Updated: Nov 10, 2021
On the previous blog, "Introducing ESG Investing: The Modern Way of Investing", we discussed how investors are considering ESG to help reduce overall risk in diversifying portfolios for long-term success. ‘ESG’ refers to Environmental, Social, and Governance, which is a set of standards for a company's operations that investors use to mitigate risk and aligning funds with objectives that have ethical motivation on disclosed performance.
Today, you will learn more about the Environmental aspect of ‘ESG’ and how it is used in evaluating any environmental risk a company might face. Businesses are involved with environmental issues because they are continuously having an impact on the world and our future.
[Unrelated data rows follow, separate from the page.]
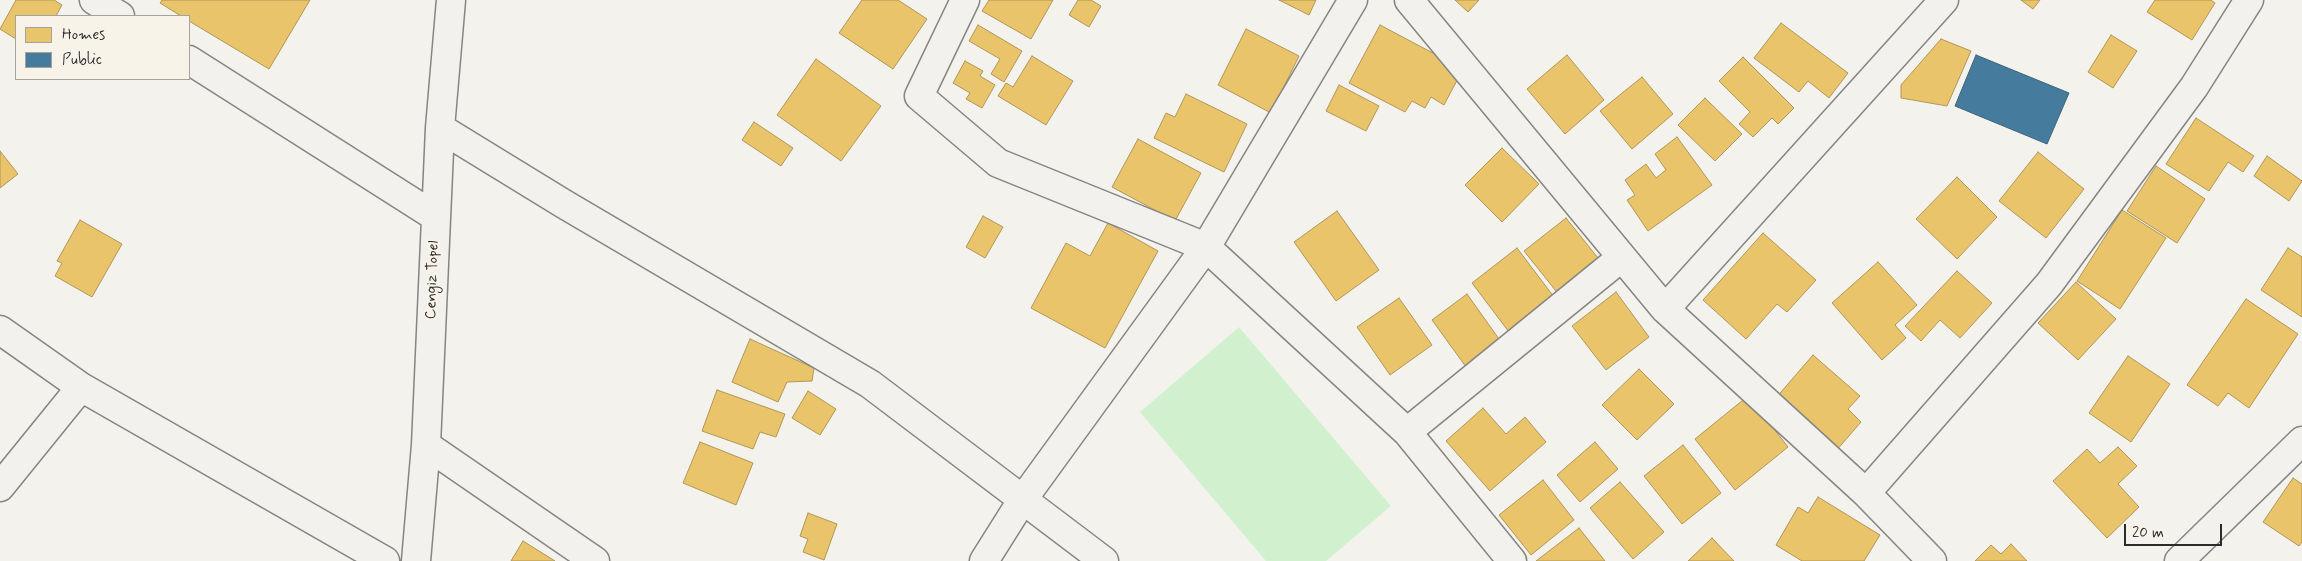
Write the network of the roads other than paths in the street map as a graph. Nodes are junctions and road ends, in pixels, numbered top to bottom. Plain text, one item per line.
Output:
1 (94, 0) edge
2 (451, 0) edge
3 (965, 0) edge
4 (1353, 0) edge
5 (1409, 0) edge
6 (1944, 0) edge
7 (2249, 0) edge
8 (118, 15) edge
9 (190, 61) edge
10 (440, 128) junction
11 (436, 217) junction
12 (1206, 247) junction
13 (1622, 257) junction
14 (1665, 309) junction
15 (0, 330) edge
16 (81, 387) junction
17 (1407, 432) junction
18 (2302, 441) edge
19 (426, 445) junction
20 (0, 487) edge
21 (1866, 493) junction
22 (1023, 499) junction
23 (385, 561) edge
24 (416, 561) edge
25 (595, 561) edge
26 (984, 561) edge
27 (1104, 561) edge
28 (1512, 561) edge
29 (1932, 561) edge
30 (2179, 561) edge

1 - 8 street
2 - 10 street, Cengiz Topel
3 - 12 street
4 - 12 street
5 - 13 street
6 - 14 street
7 - 21 street
9 - 11 street
10 - 11 street, Cengiz Topel
10 - 22 street
11 - 19 street, Cengiz Topel
12 - 17 street
12 - 22 street
13 - 14 street
13 - 17 street
14 - 21 street
15 - 16 street
16 - 20 street
16 - 23 street
17 - 28 street
18 - 30 street
19 - 24 street, Cengiz Topel
19 - 25 street
21 - 29 street
22 - 26 street
22 - 27 street

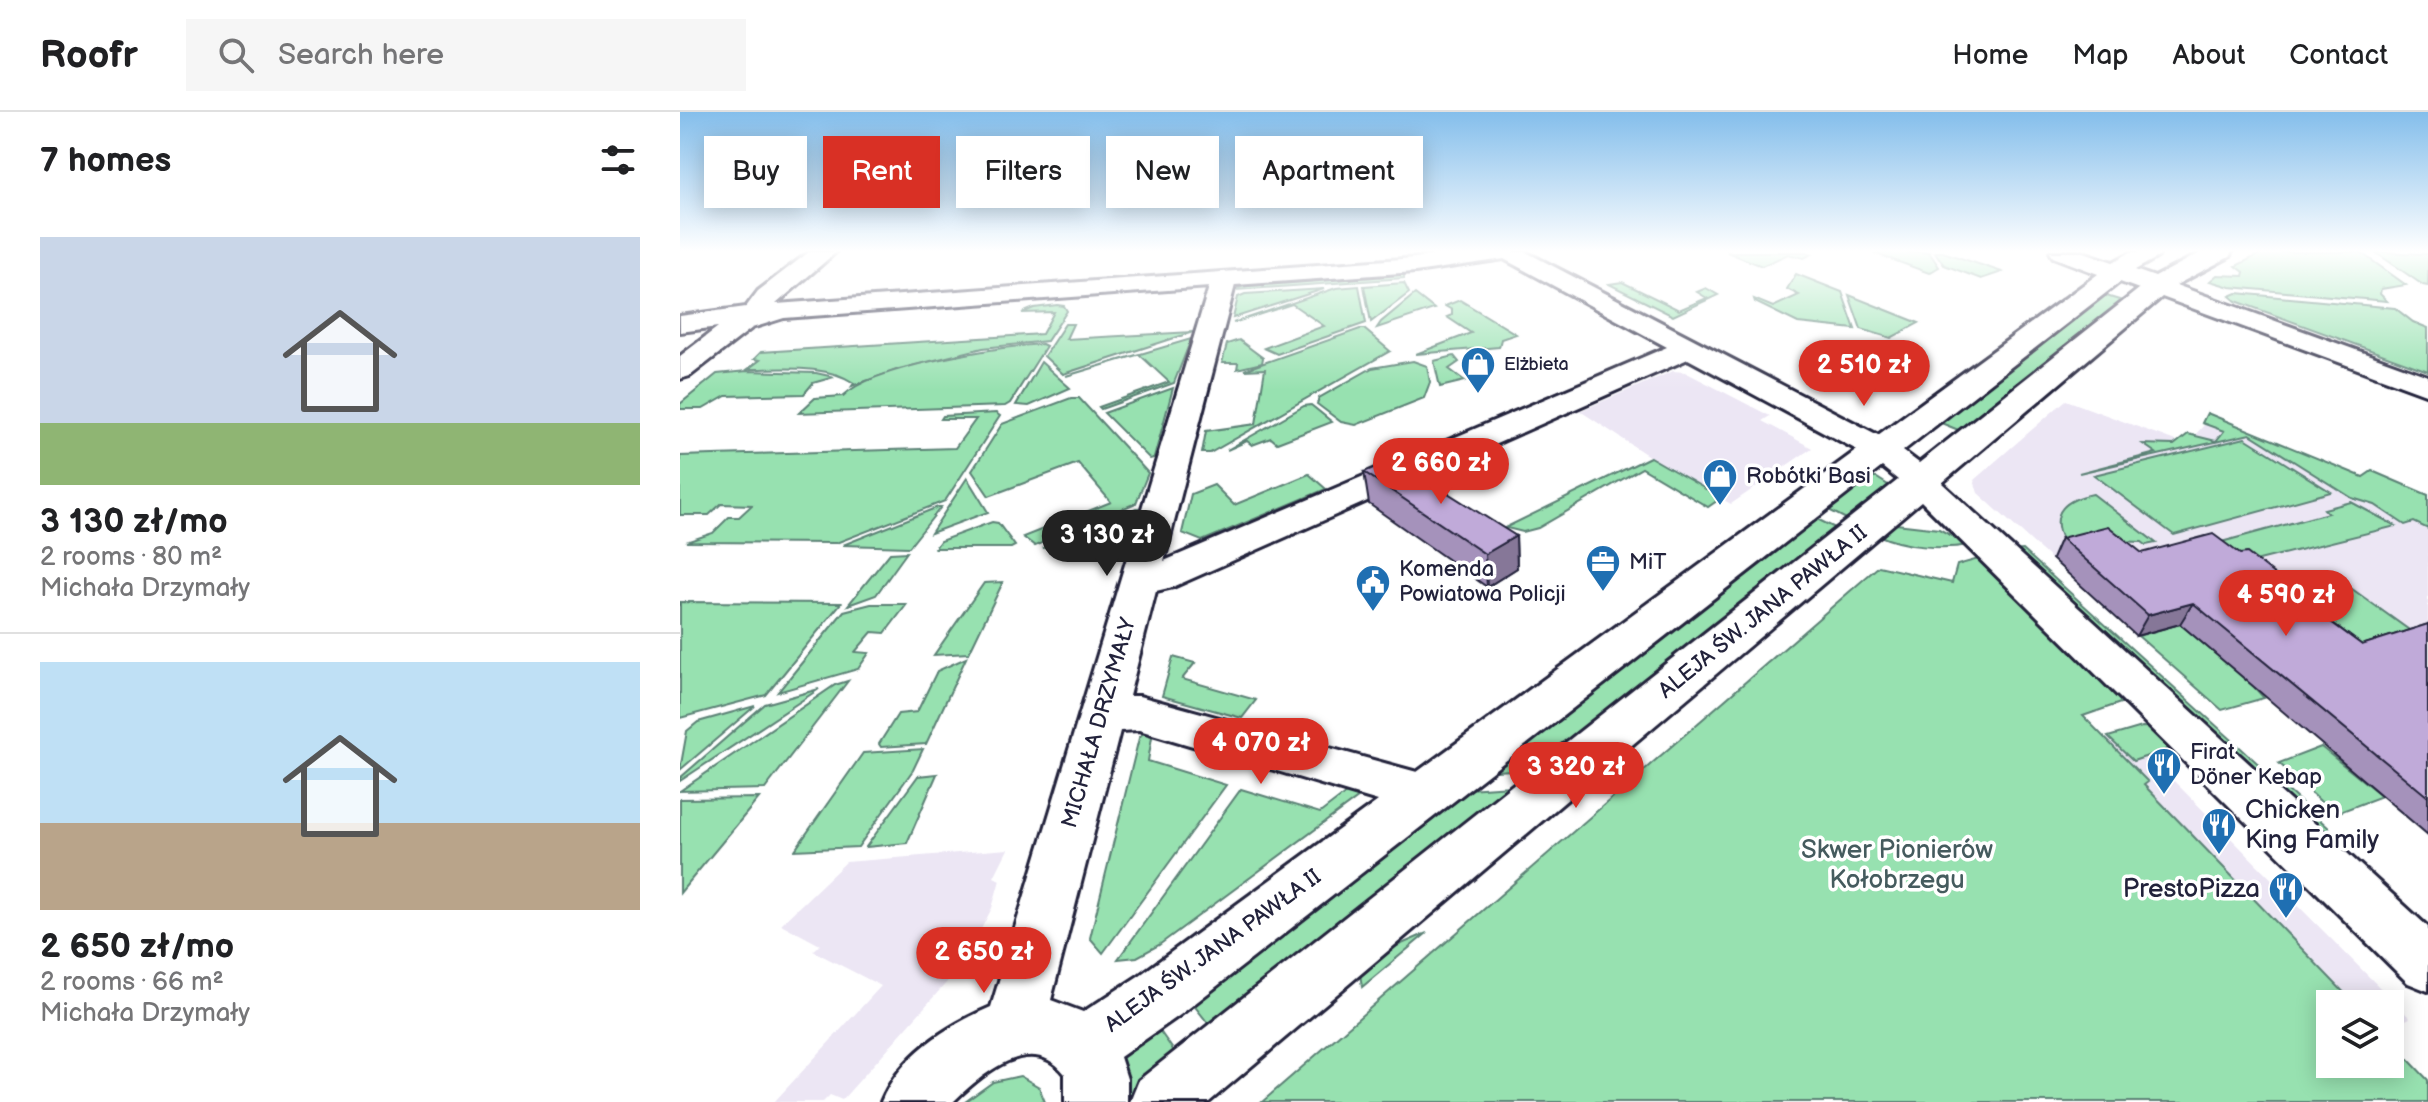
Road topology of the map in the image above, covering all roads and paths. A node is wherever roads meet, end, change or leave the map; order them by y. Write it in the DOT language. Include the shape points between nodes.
graph roads {
  1 [pos="766,298"];
  2 [pos="944,298"];
  3 [pos="1219,298"];
  4 [pos="1594,298"];
  5 [pos="2083,298"];
  6 [pos="2147,298"];
  7 [pos="2191,298"];
  8 [pos="758,315"];
  9 [pos="680,324"];
  10 [pos="1689,348"];
  11 [pos="680,370"];
  12 [pos="2428,386"];
  13 [pos="1882,450"];
  14 [pos="1922,483"];
  15 [pos="1139,581"];
  16 [pos="1101,715"];
  17 [pos="1423,794"];
  18 [pos="2428,964"];
  19 [pos="1014,1029"];
  20 [pos="1089,1074"];
  21 [pos="912,1102"];
  22 [pos="1161,1102"];
  1 -- 8 [label="street"];
  2 -- 8 [label="street"];
  3 -- 15 [label="street, MICHAŁA DRZYMAŁY"];
  4 -- 10 [label="street"];
  5 -- 13 [label="street, ALEJA ŚW. JANA PAWŁA II"];
  6 -- 14 [label="street, ALEJA ŚW. JANA PAWŁA II"];
  7 -- 12 [label="street"];
  8 -- 9 [label="street"];
  8 -- 11 [label="street" via="735,326"];
  10 -- 13 [label="street"];
  10 -- 15 [label="street" via="1159,578"];
  13 -- 14 [label="street"];
  13 -- 17 [label="street, ALEJA ŚW. JANA PAWŁA II"];
  14 -- 18 [label="street"];
  14 -- 22 [label="street, ALEJA ŚW. JANA PAWŁA II"];
  15 -- 16 [label="street, MICHAŁA DRZYMAŁY"];
  16 -- 17 [label="street" via="1139,713"];
  16 -- 19 [label="street, MICHAŁA DRZYMAŁY"];
  17 -- 20 [label="street, ALEJA ŚW. JANA PAWŁA II" via="1160,995"];
  19 -- 20 [label="street" via="1054,1029 1069,1036"];
  19 -- 21 [label="street" via="960,1054"];
}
Environmental issues include climate change, greenhouse gas emission, recycling, and natural water. Those environmental factors are just a few of the most visible component of ESG performance to investors, customers, and other stakeholders. Concerns rise for everyone globally because resources are having an effect and are being affected by the environment. Knowing this, it is important to select the most eco-friendly funds to invest in so we can protect the environment and promote sustainable development of the planet for future generations. ESG measures help analyze each category to select securities aiming to minimize their negative impact on the environment.
Companies are often evaluated on how they handle their attitude, operations, and actions towards environmental issues. Obtaining a good score indicates a high degree of transparency in data publicly and excellence in overall ESG performance. They must follow certain policies and practices on the environment, if not they will be exposed to financial and legal risk.